Cache lookup is performed as follows. First, a regular tag lookup on the tag array is performed using the requested address as in a normal cache. The lookup either finds the matching entry, or misses. In the case of a miss, a fetch request is generated and sent to the lower level, and when the response arrives, the new block is inserted into the cache, which we describe later. In the case of a hit, the fingerprint value of the block is obtained from the tag array, which is then used to query the data array hash table. The data array is queried similar to a set-associative cache, by using the lower bits of the fingerprint as a set index, and the higher bits as the tag that is compared with the fingerprint tag in the data entry. Data array access is guaranteed to be a hit, after which the response message is generated and sent to the upper level.

On a lookup miss, the request is forwarded to the lower level. After the lower level responds, the data fetched will be inserted into the cache. The fingerprint will first be computed given block data. Then a new data entry is allocated by using the new fingerprint to query the data array. If the fingerprint already exists, then data is discarded, and we just use the existing block in the data array. This is exactly how Doppleganger saves data array storage. Otherwise, if new vacant entry exists, an existing entry is evicted using LRU from the set that the fingerprint is mapped into, and the new entry is inserted. Meanwhile, the tag should also be inserted into the tag array. This process is identical to that in a normal cache. An existing tag entry may also be evicted as a result of tag insertion. After the tag is inserted, the block’s back pointer is set to point to the tag entry. If the block already has sharers, the new tag is also inserted to the head of the doubly linked list, by setting the “next” pointer to the previous value of the back pointer, and setting the previous head’s “prev” to itself.

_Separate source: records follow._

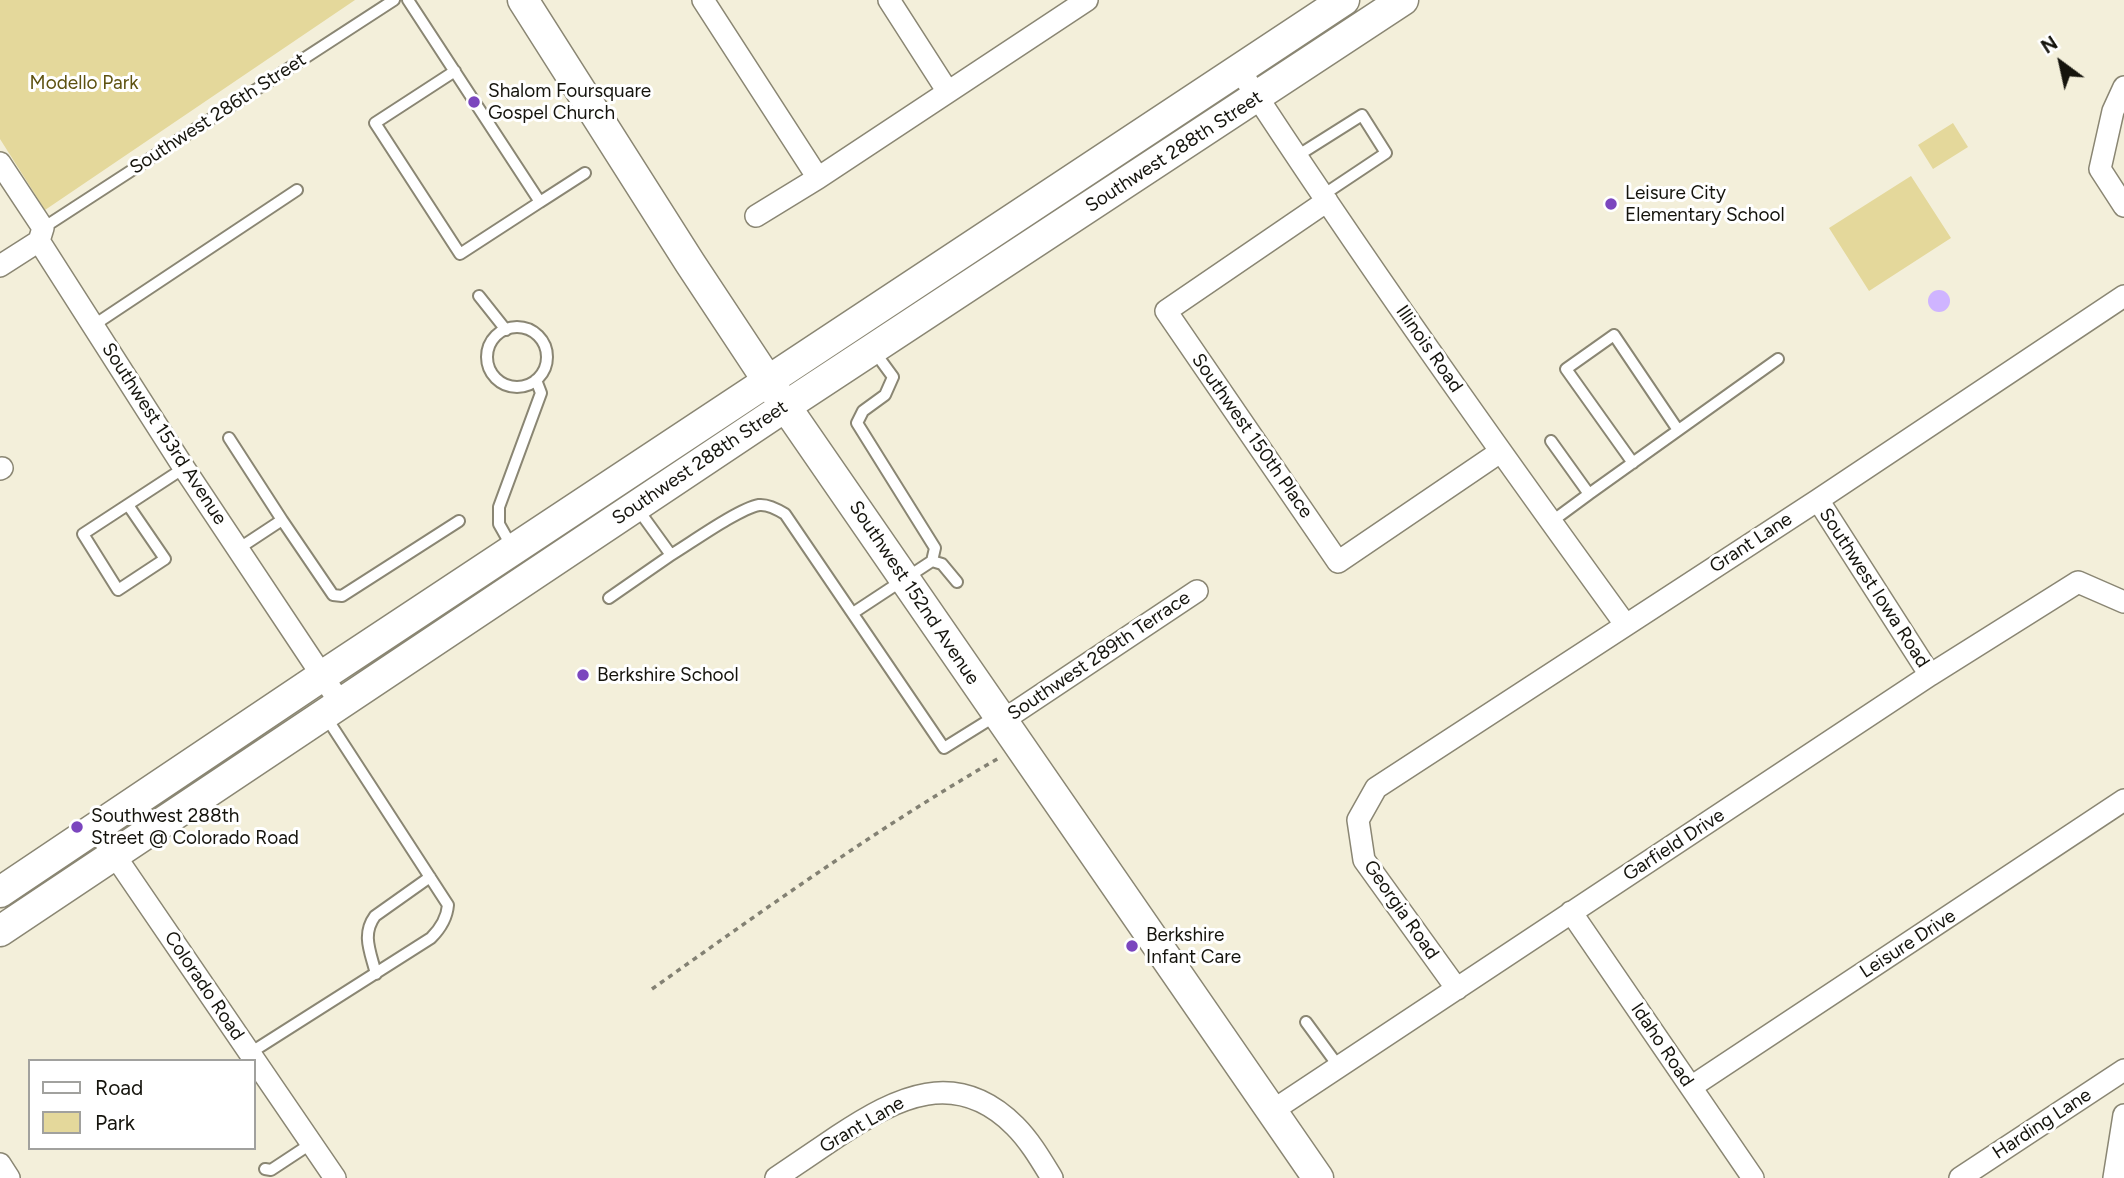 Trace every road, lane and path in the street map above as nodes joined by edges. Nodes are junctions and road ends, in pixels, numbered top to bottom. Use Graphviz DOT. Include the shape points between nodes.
graph roads {
  1 [pos="394,0"];
  2 [pos="408,0"];
  3 [pos="523,0"];
  4 [pos="703,0"];
  5 [pos="889,0"];
  6 [pos="1344,0"];
  7 [pos="1404,0"];
  8 [pos="1081,2"];
  9 [pos="1239,69"];
  10 [pos="455,71"];
  11 [pos="2124,87"];
  12 [pos="948,92"];
  13 [pos="1257,97"];
  14 [pos="1297,156"];
  15 [pos="0,163"];
  16 [pos="585,173"];
  17 [pos="818,178"];
  18 [pos="297,190"];
  19 [pos="1325,198"];
  20 [pos="540,202"];
  21 [pos="2124,206"];
  22 [pos="756,216"];
  23 [pos="41,234"];
  24 [pos="0,267"];
  25 [pos="479,296"];
  26 [pos="2124,296"];
  27 [pos="94,325"];
  28 [pos="506,330"];
  29 [pos="873,349"];
  30 [pos="1778,359"];
  31 [pos="536,380"];
  32 [pos="768,381"];
  33 [pos="786,406"];
  34 [pos="1678,430"];
  35 [pos="229,438"];
  36 [pos="1551,441"];
  37 [pos="1500,452"];
  38 [pos="1633,463"];
  39 [pos="184,468"];
  40 [pos="1588,494"];
  41 [pos="1818,500"];
  42 [pos="128,505"];
  43 [pos="636,506"];
  44 [pos="282,520"];
  45 [pos="459,522"];
  46 [pos="1551,522"];
  47 [pos="238,549"];
  48 [pos="513,550"];
  49 [pos="671,555"];
  50 [pos="932,561"];
  51 [pos="531,576"];
  52 [pos="905,580"];
  53 [pos="957,582"];
  54 [pos="1197,591"];
  55 [pos="609,598"];
  56 [pos="2124,602"];
  57 [pos="853,613"];
  58 [pos="1625,624"];
  59 [pos="322,676"];
  60 [pos="1930,676"];
  61 [pos="333,709"];
  62 [pos="1000,718"];
  63 [pos="1019,747"];
  64 [pos="1376,788"];
  65 [pos="2124,800"];
  66 [pos="96,828"];
  67 [pos="114,856"];
  68 [pos="430,877"];
  69 [pos="0,892"];
  70 [pos="1572,912"];
  71 [pos="0,931"];
  72 [pos="376,974"];
  73 [pos="652,989"];
  74 [pos="1457,989"];
  75 [pos="1306,1021"];
  76 [pos="250,1053"];
  77 [pos="254,1059"];
  78 [pos="256,1062"];
  79 [pos="1339,1067"];
  80 [pos="2124,1070"];
  81 [pos="1691,1087"];
  82 [pos="1272,1111"];
  83 [pos="2124,1115"];
  84 [pos="312,1143"];
  85 [pos="0,1164"];
  86 [pos="265,1169"];
  87 [pos="9,1178"];
  88 [pos="335,1178"];
  89 [pos="776,1178"];
  90 [pos="1052,1178"];
  91 [pos="1318,1178"];
  92 [pos="1753,1178"];
  93 [pos="1960,1178"];
  94 [pos="2114,1178"];
  1 -- 23 [label="lane, Southwest 286th Street"];
  2 -- 10 [label="lane"];
  3 -- 32 [label="main road, Southwest 152nd Avenue"];
  4 -- 17 [label="street"];
  5 -- 12 [label="street"];
  6 -- 9 [label="main road, Southwest 288th Street"];
  7 -- 13 [label="main road, Southwest 288th Street"];
  8 -- 12 [label="street"];
  9 -- 13 [label="street, Illinois Road"];
  9 -- 32 [label="main road, Southwest 288th Street"];
  10 -- 20 [label="lane"];
  10 -- 20 [label="lane" via="374,123 460,254"];
  11 -- 21 [label="street" via="2113,111 2100,169"];
  12 -- 17 [label="street"];
  13 -- 14 [label="street, Illinois Road"];
  13 -- 29 [label="main road, Southwest 288th Street"];
  14 -- 19 [label="street, Illinois Road"];
  14 -- 19 [label="lane" via="1362,115 1386,153"];
  15 -- 23 [label="street, Southwest 153rd Avenue"];
  16 -- 20 [label="lane"];
  17 -- 22 [label="street"];
  18 -- 27 [label="lane"];
  19 -- 37 [label="street, Illinois Road"];
  19 -- 37 [label="street, Southwest 150th Place" via="1166,311 1338,562"];
  23 -- 24 [label="street, Southwest 286th Street"];
  23 -- 27 [label="street, Southwest 153rd Avenue"];
  25 -- 28 [label="lane"];
  26 -- 41 [label="street, Grant Lane"];
  27 -- 39 [label="street, Southwest 153rd Avenue"];
  28 -- 31 [label="lane" via="522,328 543,342 547,358"];
  28 -- 31 [label="lane" via="488,348 491,372 511,387"];
  29 -- 33 [label="main road, Southwest 288th Street"];
  29 -- 50 [label="lane" via="893,377 885,395 863,411 857,423 935,548"];
  30 -- 34 [label="lane"];
  31 -- 48 [label="lane" via="541,393 499,507 499,524"];
  32 -- 33 [label="main road, Southwest 152nd Avenue"];
  32 -- 48 [label="main road, Southwest 288th Street"];
  33 -- 43 [label="main road, Southwest 288th Street"];
  33 -- 52 [label="main road, Southwest 152nd Avenue"];
  34 -- 38 [label="lane"];
  34 -- 38 [label="lane" via="1614,335 1566,369"];
  35 -- 44 [label="lane"];
  36 -- 40 [label="lane"];
  37 -- 46 [label="street, Illinois Road"];
  38 -- 40 [label="lane"];
  39 -- 42 [label="lane"];
  39 -- 47 [label="street, Southwest 153rd Avenue"];
  40 -- 46 [label="lane"];
  41 -- 58 [label="street, Grant Lane"];
  41 -- 60 [label="street, Southwest Iowa Road"];
  42 -- 42 [label="lane" via="83,534 118,590 165,559"];
  43 -- 49 [label="lane"];
  43 -- 51 [label="main road, Southwest 288th Street"];
  44 -- 45 [label="lane" via="333,594 342,596"];
  44 -- 47 [label="lane"];
  46 -- 58 [label="street, Illinois Road"];
  47 -- 59 [label="street, Southwest 153rd Avenue"];
  48 -- 51 [label="main road"];
  48 -- 59 [label="main road, Southwest 288th Street"];
  49 -- 55 [label="lane"];
  49 -- 57 [label="lane" via="744,510 766,505 785,514"];
  50 -- 52 [label="lane"];
  50 -- 53 [label="lane" via="942,564"];
  51 -- 61 [label="main road, Southwest 288th Street"];
  52 -- 57 [label="lane"];
  52 -- 62 [label="main road, Southwest 152nd Avenue"];
  54 -- 62 [label="street, Southwest 289th Terrace"];
  56 -- 60 [label="street, Garfield Drive" via="2078,582"];
  57 -- 62 [label="lane" via="944,748"];
  58 -- 64 [label="street, Grant Lane"];
  59 -- 61 [label="street, Southwest 153rd Avenue"];
  59 -- 66 [label="main road, Southwest 288th Street"];
  60 -- 70 [label="street, Garfield Drive"];
  61 -- 67 [label="main road, Southwest 288th Street"];
  61 -- 68 [label="lane"];
  62 -- 63 [label="main road, Southwest 152nd Avenue"];
  63 -- 73 [label="path" via="939,793"];
  63 -- 82 [label="main road, Southwest 152nd Avenue"];
  64 -- 74 [label="street, Georgia Road" via="1358,820 1364,860"];
  65 -- 81 [label="street, Leisure Drive"];
  66 -- 67 [label="street, Colorado Road"];
  66 -- 69 [label="main road, Southwest 288th Street"];
  67 -- 71 [label="main road, Southwest 288th Street"];
  67 -- 76 [label="street, Colorado Road"];
  68 -- 72 [label="lane" via="369,925 366,936"];
  68 -- 72 [label="lane" via="448,905 438,930"];
  70 -- 74 [label="street, Garfield Drive"];
  70 -- 81 [label="street, Idaho Road"];
  72 -- 76 [label="lane"];
  74 -- 79 [label="street, Garfield Drive"];
  75 -- 79 [label="lane"];
  76 -- 77 [label="street, Colorado Road"];
  78 -- 84 [label="street, Colorado Road"];
  79 -- 82 [label="street, Garfield Drive"];
  80 -- 93 [label="street, Harding Lane"];
  81 -- 92 [label="street, Idaho Road"];
  82 -- 91 [label="main road, Southwest 152nd Avenue"];
  83 -- 94 [label="street"];
  84 -- 86 [label="lane" via="271,1170"];
  84 -- 88 [label="street, Colorado Road"];
  85 -- 87 [label="street"];
  89 -- 90 [label="street, Grant Lane" via="884,1108 918,1094 954,1093 984,1102 1006,1118"];
}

When a data block is evicted during data array insertion, all its sharer tag entries must also be evicted. The cache controller uses the back pointer and the “next” pointer of each tag entry to locate all sharers, and for each sharer, if the dirty bit is set, an eviction request will be queued to the eviction buffer. One than one write back request may be generated this way. When a tag is to be evicted, it is first unlinked from the doubly linked list by setting the next tag entry’s “prev” pointer to empty, and setting the data entry’s back pointer to the next entry. If the dirty bit is set, a write back request will also be queued to the eviction queue using the data block as write back data.

Write back requests from upper levels are handled as insertions, except that the dirty bit of the tag needs to be set. If the fingerprint value of the block to be written back is identical to a current block (not necessarily the same one), then the write back block will be discarded, and the existing block will be used. Otherwise, a new data entry will be allocated. Note that during a write back, the tag may find an existing block with the same fingerprint, but it is not the current one. In this case, the tag needs to be unlinked from the doubly linked list, and inserted to the linked list of the other block. This is a special case that will not occur on insertion from lower levels.

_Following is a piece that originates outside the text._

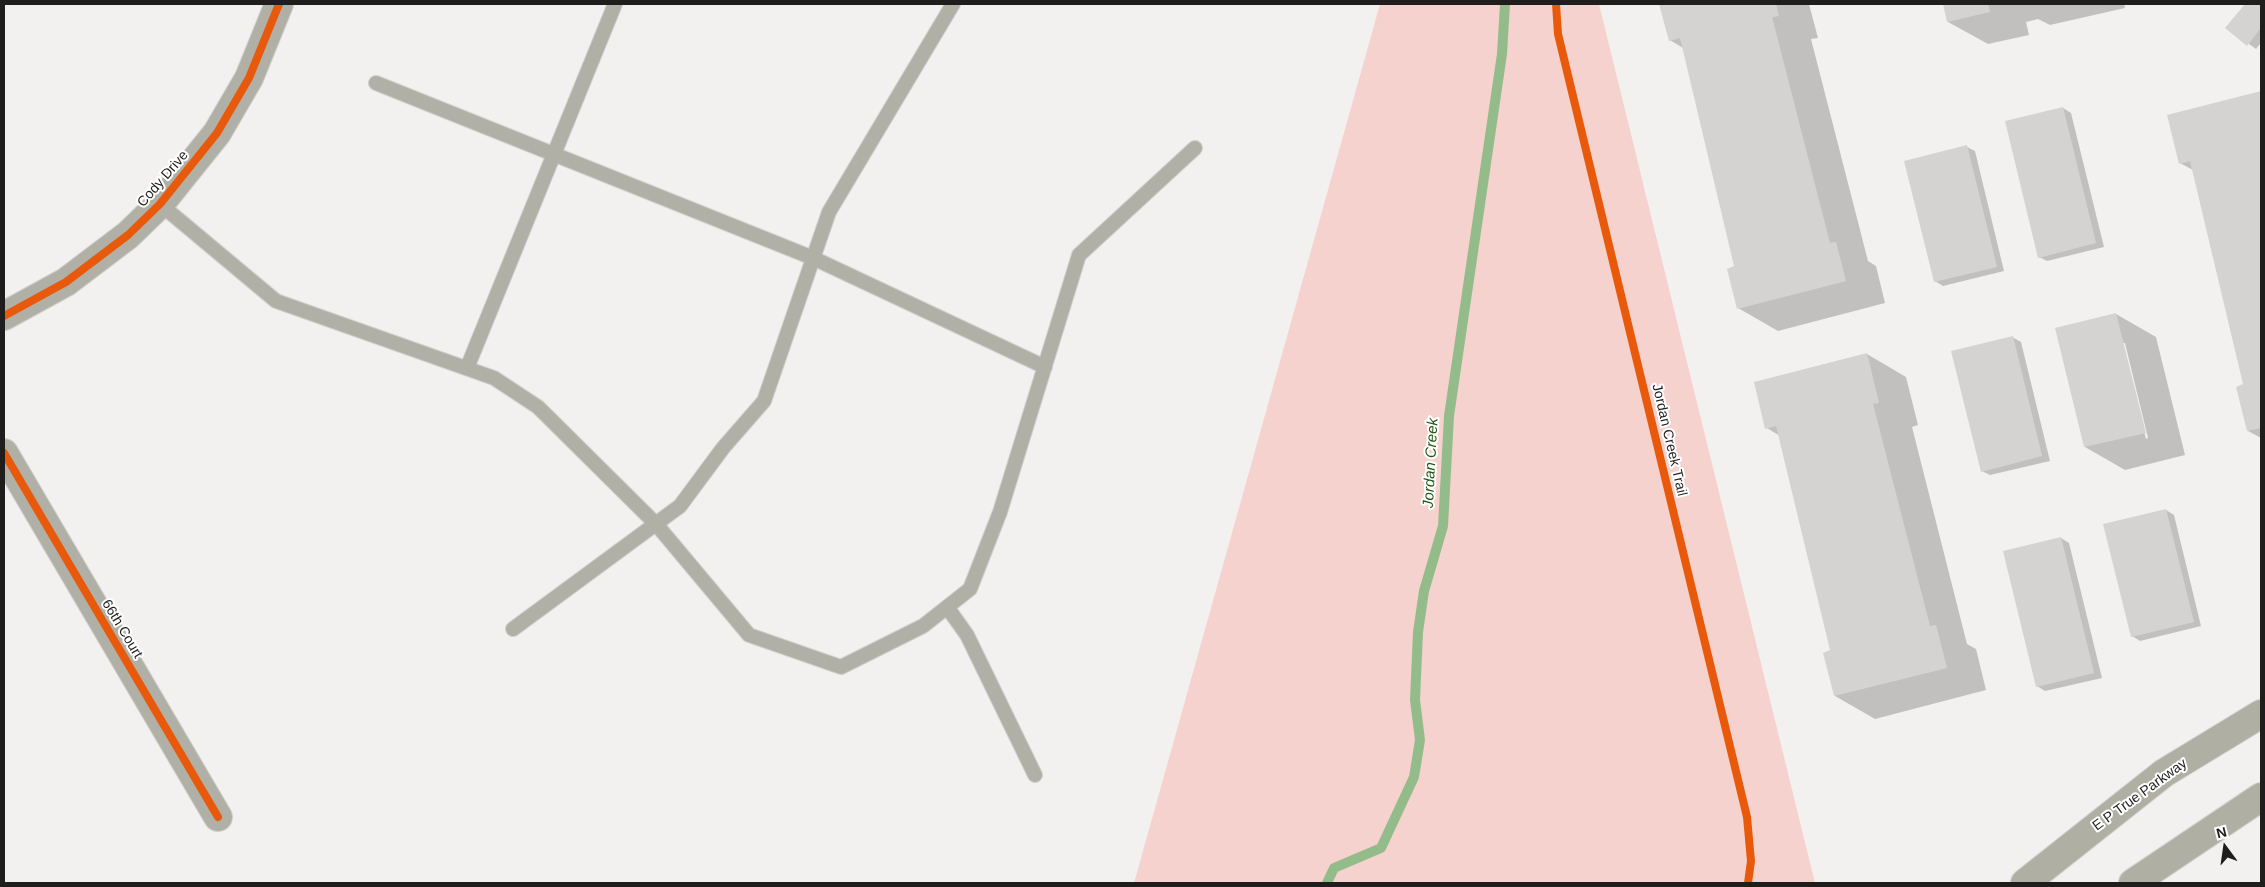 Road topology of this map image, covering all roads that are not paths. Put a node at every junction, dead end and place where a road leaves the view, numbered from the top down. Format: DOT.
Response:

Since approximate computing is not universally applicable to all addresses, and not tracking precise data will incur serious issues and data corruption on system software, Doppleganger only operates over a given range of addresses. The application programmer needs to initialize range registers in the cache controller before enabling Doppleganger. To support both approximate cache and non-approximate cache, one extra bit is added per tag entry to indicate whether the entry allows data sharing. If the bit is off, meaning that it has a precise block, the fingerprint field in the entry is treated as a direct pointer to the data array. Data entries are also allocated based on whether the tag entry is approximate or not.